そういった日が続く場合には、スタッフの増員も視野に入れてみることも良いのではないでしょうか。
待ち時間を快適に過ごしてもらうために
患者さんに待ち時間を快適に過ごしてもらうために、当クリニックもさまざまな対策をしています。待ち時間が退屈だと、より長く感じさせてしまうこともあるでしょう。待ち時間のイライラを軽減させることや、少しでも体感時間を短くする工夫を取り入れることも、私たちの課題です。
現在では、大型テレビでニュース番組や映画を流したり、無料Wi-Fiやウォーターサーバーを設置したりといった工夫をしています。ウォーターサーバーだけではなく、お茶やスポーツドリンク等を選べるドリンクサーバーを設置しているクリニックもありますね。
その他には、デジタルサイネージを導入して、院長のプロフィールやクリニックの方針などの情報も提供しています。初めて来院される患者さんに、待ち時間を利用してクリニックを知ってもらうことで、少しでも安心を届けられると考えています。
「待ち時間はどれくらいですか?」の問いには、
「予約外の患者様のなかでは、〇〇番目です」
「今ですと、だいたい〇〇分くらいみて頂けたらと思います」など、数値化でお伝えすることで納得されることが多いです。
最近は、順番案内表示システムを導入しているクリニックも増えてきました。
患者さんの診察の順番案内を液晶ディスプレイパネルに表示します。待ち時間が長時間になると、忘れられていないか不安になる患者さんもいます。
こういった案内を表示することで、待ち時間の把握や、診察順番の問い合わせが減少することが期待できます。
患者さんによっては、自分の番が来るまで外出される方や、車で待っていたいとおっしゃる方もいます。
外出される場合には、受付終了時間には戻って来るようにお願いしています。
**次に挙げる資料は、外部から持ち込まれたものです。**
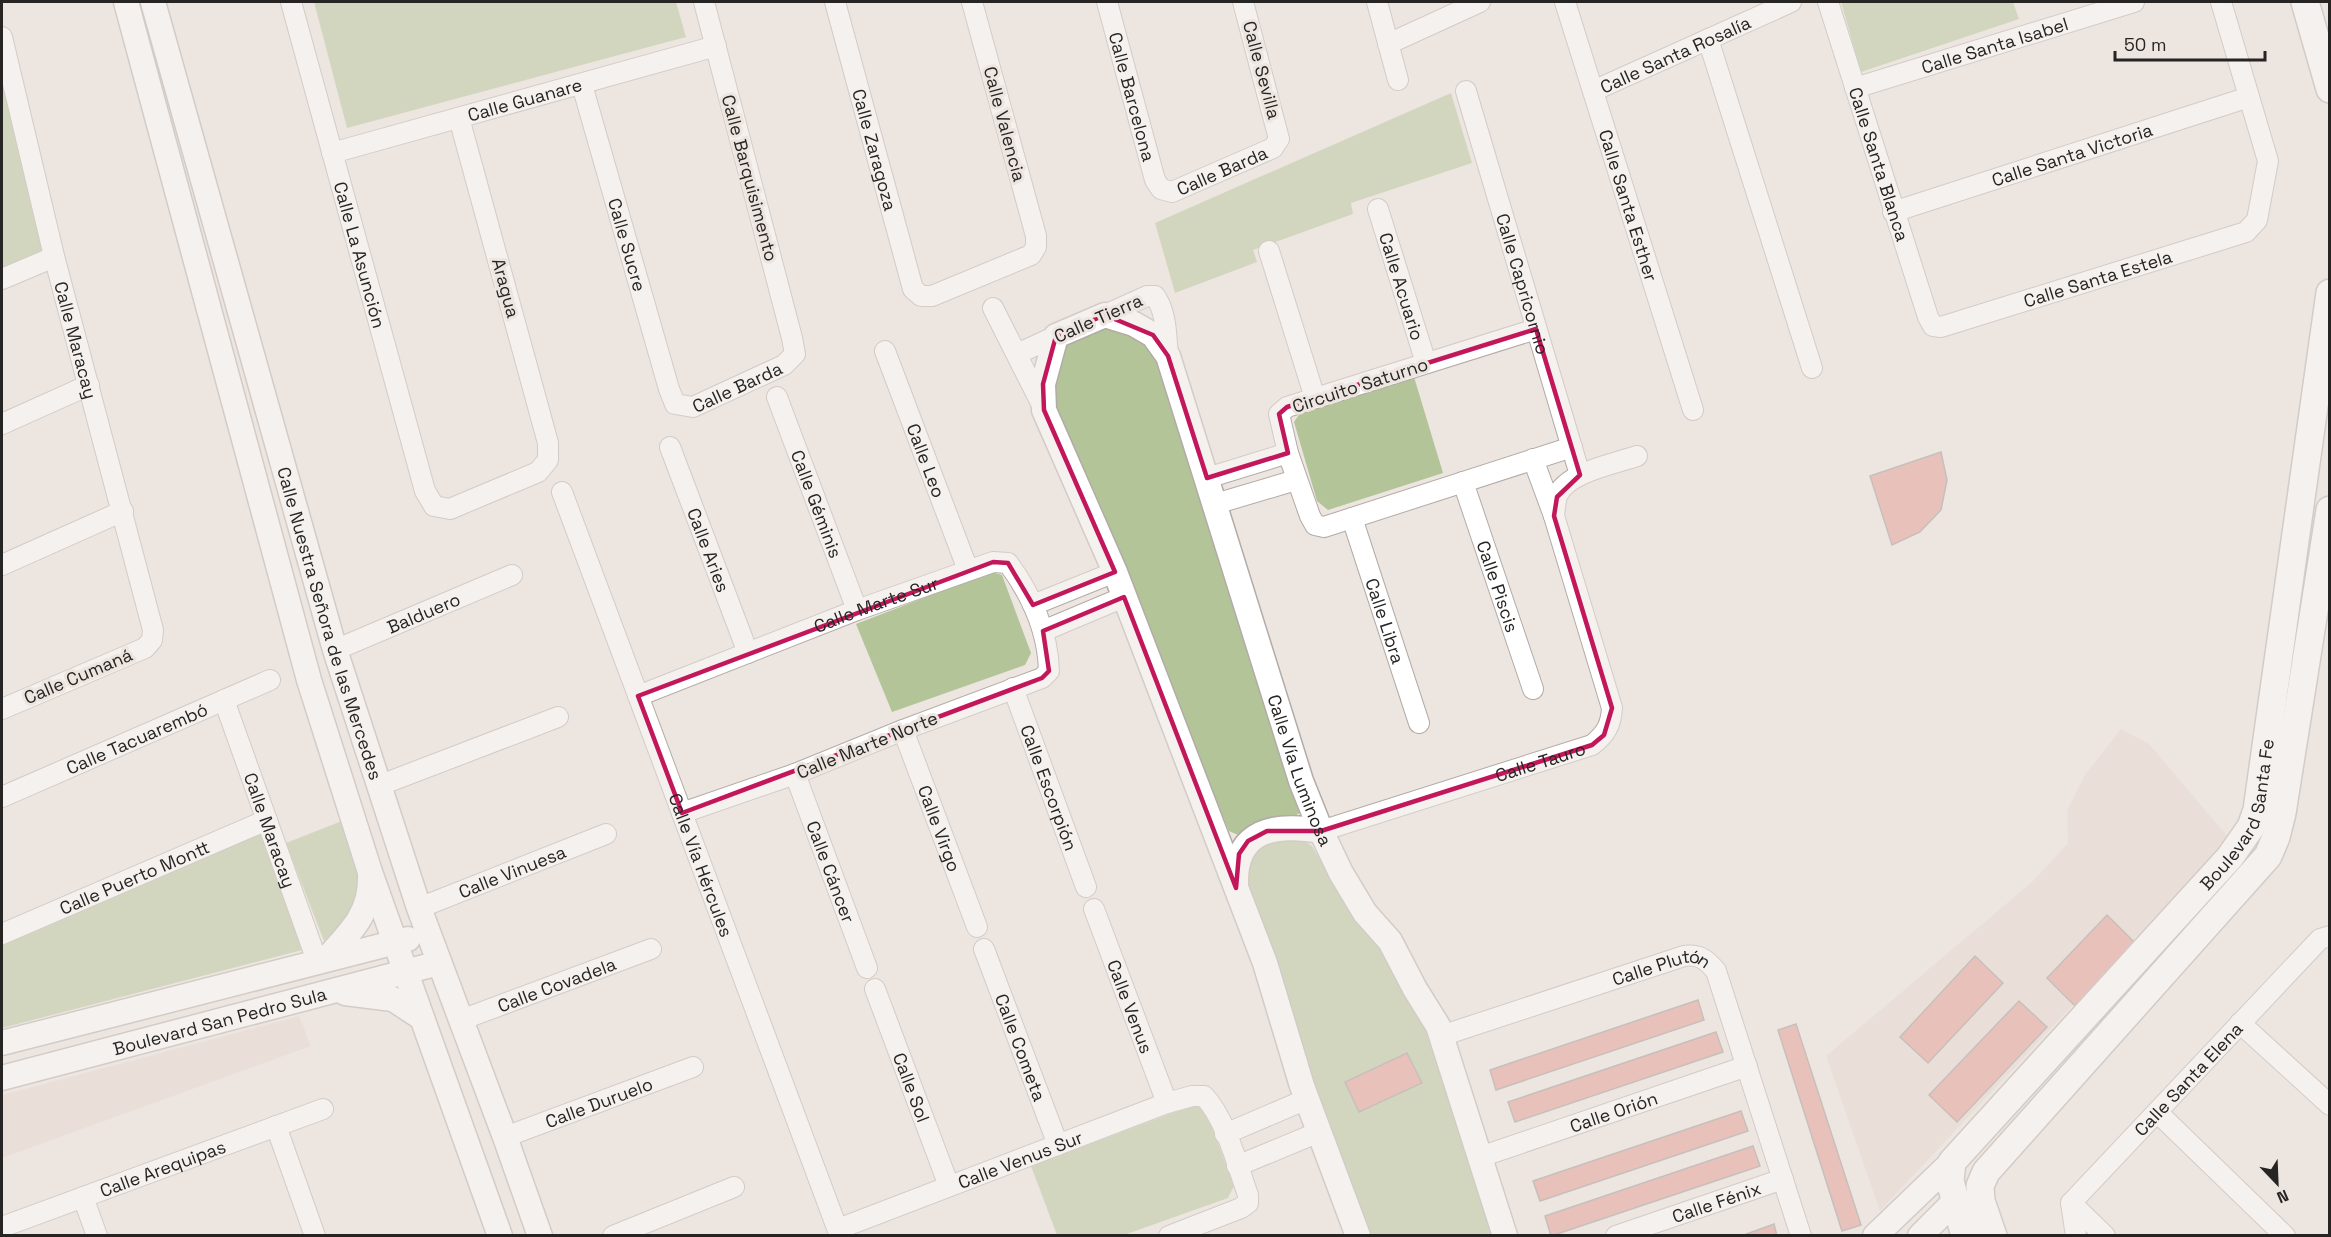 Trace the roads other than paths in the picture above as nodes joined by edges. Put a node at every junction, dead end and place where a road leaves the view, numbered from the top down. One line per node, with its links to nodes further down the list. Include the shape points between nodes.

そして戻った際は必ず声をかけてもらうよう伝えます。駐車場内でお待ちいただく場合にはゲストぺージャー(呼び出しベル)をお渡しして、時間になったら呼び出しをし、院内に入ってきてもらいます。
こうした対策や工夫があれば、少しは快適な時間を過ごせるのではないかと思います。そして患者さんの待ち時間の体感時間を短くさせることができ、不安や不満を軽減できるのではないでしょうか。
まとめ
今回は、待ち時間を短縮する対策と、患者さんに快適に過ごしてもらえる取り組みをご紹介しました。
長い待ち時間は、患者さんによってはイライラの原因になり、クレームやトラブルにもなりかねません。待ち時間をゼロにすることはできなくても、少しでも短くするための対策や工夫をすることで、クリニックの満足度は上がります。
ただ、コストの関係や院内スペースなどの事情もあり、全てを利用するのは難しいかと思われます。しかし、少しでもできることを対策することで、患者さんの満足度は向上し、問い合わせやクレームなどを減らせるはず。
患者さんのストレス、そしてスタッフの負担を軽減のため、できることから取り入れてみてはいかがでしょうか。